EXERCISE PROMPT:
Among the entries below, find every line that has "Douglas" and pull it out.

(Records from a dataset)
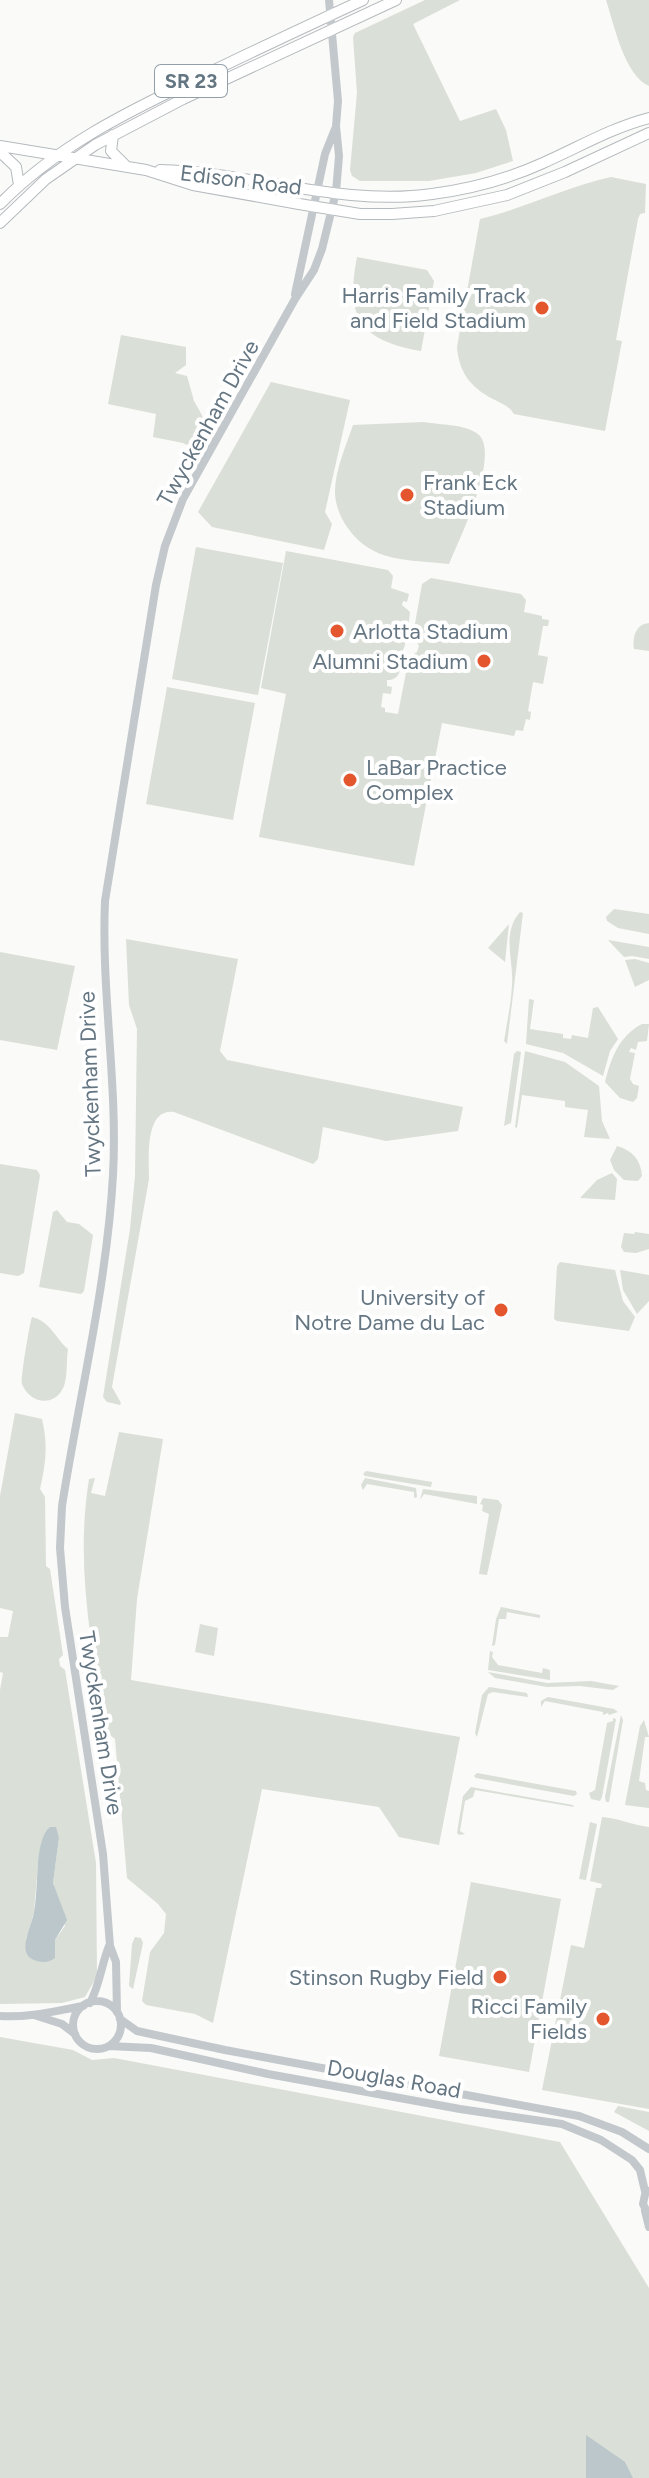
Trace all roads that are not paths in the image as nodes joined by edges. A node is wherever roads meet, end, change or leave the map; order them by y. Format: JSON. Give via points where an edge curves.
{"nodes":[{"id":1,"x":329,"y":0,"type":"edge"},
{"id":2,"x":363,"y":0,"type":"edge"},
{"id":3,"x":396,"y":0,"type":"edge"},
{"id":4,"x":330,"y":15,"type":"junction"},
{"id":5,"x":332,"y":30,"type":"junction"},
{"id":6,"x":649,"y":118,"type":"edge"},
{"id":7,"x":336,"y":126,"type":"junction"},
{"id":8,"x":649,"y":133,"type":"edge"},
{"id":9,"x":113,"y":135,"type":"junction"},
{"id":10,"x":0,"y":146,"type":"edge"},
{"id":11,"x":0,"y":152,"type":"edge"},
{"id":12,"x":55,"y":155,"type":"junction"},
{"id":13,"x":74,"y":158,"type":"junction"},
{"id":14,"x":126,"y":166,"type":"junction"},
{"id":15,"x":146,"y":170,"type":"junction"},
{"id":16,"x":19,"y":185,"type":"junction"},
{"id":17,"x":318,"y":190,"type":"junction"},
{"id":18,"x":336,"y":192,"type":"junction"},
{"id":19,"x":0,"y":204,"type":"edge"},
{"id":20,"x":314,"y":207,"type":"junction"},
{"id":21,"x":332,"y":210,"type":"junction"},
{"id":22,"x":0,"y":223,"type":"edge"},
{"id":23,"x":295,"y":299,"type":"junction"},
{"id":24,"x":110,"y":1946,"type":"junction"},
{"id":25,"x":87,"y":2004,"type":"junction"},
{"id":26,"x":119,"y":2015,"type":"junction"},
{"id":27,"x":0,"y":2016,"type":"edge"},
{"id":28,"x":37,"y":2016,"type":"junction"},
{"id":29,"x":76,"y":2035,"type":"junction"},
{"id":30,"x":109,"y":2046,"type":"junction"},
{"id":31,"x":649,"y":2149,"type":"edge"},
{"id":32,"x":647,"y":2189,"type":"edge"},
{"id":33,"x":647,"y":2214,"type":"edge"},
{"id":34,"x":649,"y":2227,"type":"edge"}],
"edges":[{"from":1,"to":4,"type":"street","name":"Twyckenham Drive"},
{"from":2,"to":4,"type":"main road","number":"SR 23"},
{"from":3,"to":5,"type":"main road","number":"SR 23"},
{"from":4,"to":5,"type":"street","name":"Twyckenham Drive"},
{"from":4,"to":12,"type":"main road","number":"SR 23","via":[[146,103]]},
{"from":5,"to":7,"type":"street","name":"Twyckenham Drive"},
{"from":5,"to":9,"type":"main road","number":"SR 23"},
{"from":6,"to":18,"type":"main road","name":"Edison Road","via":[[474,186],[417,196]]},
{"from":7,"to":17,"type":"street","name":"Twyckenham Drive"},
{"from":7,"to":18,"type":"street","name":"Twyckenham Drive"},
{"from":8,"to":21,"type":"main road","name":"Edison Road","via":[[489,201],[418,213]]},
{"from":9,"to":13,"type":"main road","number":"SR 23"},
{"from":9,"to":14,"type":"main road","via":[[111,151]]},
{"from":10,"to":12,"type":"main road","name":"Edison Road"},
{"from":11,"to":16,"type":"main road","via":[[16,167]]},
{"from":12,"to":13,"type":"main road","name":"Edison Road"},
{"from":12,"to":16,"type":"main road","number":"SR 23"},
{"from":13,"to":14,"type":"main road","name":"Edison Road"},
{"from":13,"to":22,"type":"main road","number":"SR 23"},
{"from":14,"to":15,"type":"main road","name":"Edison Road"},
{"from":15,"to":17,"type":"main road","name":"Edison Road","via":[[194,171]]},
{"from":15,"to":20,"type":"main road","name":"Edison Road","via":[[193,185]]},
{"from":16,"to":19,"type":"main road","number":"SR 23"},
{"from":17,"to":18,"type":"main road","name":"Edison Road"},
{"from":17,"to":20,"type":"street","name":"Twyckenham Drive"},
{"from":18,"to":21,"type":"street","name":"Twyckenham Drive"},
{"from":20,"to":21,"type":"main road","name":"Edison Road"},
{"from":20,"to":23,"type":"street","name":"Twyckenham Drive"},
{"from":21,"to":23,"type":"street","name":"Twyckenham Drive","via":[[314,270]]},
{"from":23,"to":24,"type":"street","name":"Twyckenham Drive","via":[[183,499],[165,546],[105,901],[113,1174],[60,1548],[103,1854]]},
{"from":24,"to":25,"type":"street","name":"Twyckenham Drive","via":[[100,1984]]},
{"from":24,"to":26,"type":"street","name":"Twyckenham Drive"},
{"from":25,"to":26,"type":"street","via":[[105,2003]]},
{"from":25,"to":28,"type":"street"},
{"from":25,"to":29,"type":"street","via":[[74,2022]]},
{"from":26,"to":30,"type":"street","via":[[120,2034]]},
{"from":26,"to":31,"type":"street","name":"Douglas Road","via":[[137,2031],[579,2116]]},
{"from":27,"to":28,"type":"street"},
{"from":28,"to":29,"type":"street"},
{"from":29,"to":30,"type":"street","via":[[86,2046]]},
{"from":30,"to":32,"type":"street","name":"Douglas Road","via":[[151,2048],[282,2077],[562,2124],[632,2160]]},
{"from":32,"to":33,"type":"street"},
{"from":33,"to":34,"type":"street"}]}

RESULT FOR THIS TASK:
{"from":26,"to":31,"type":"street","name":"Douglas Road","via":[[137,2031],[579,2116]]},
{"from":30,"to":32,"type":"street","name":"Douglas Road","via":[[151,2048],[282,2077],[562,2124],[632,2160]]},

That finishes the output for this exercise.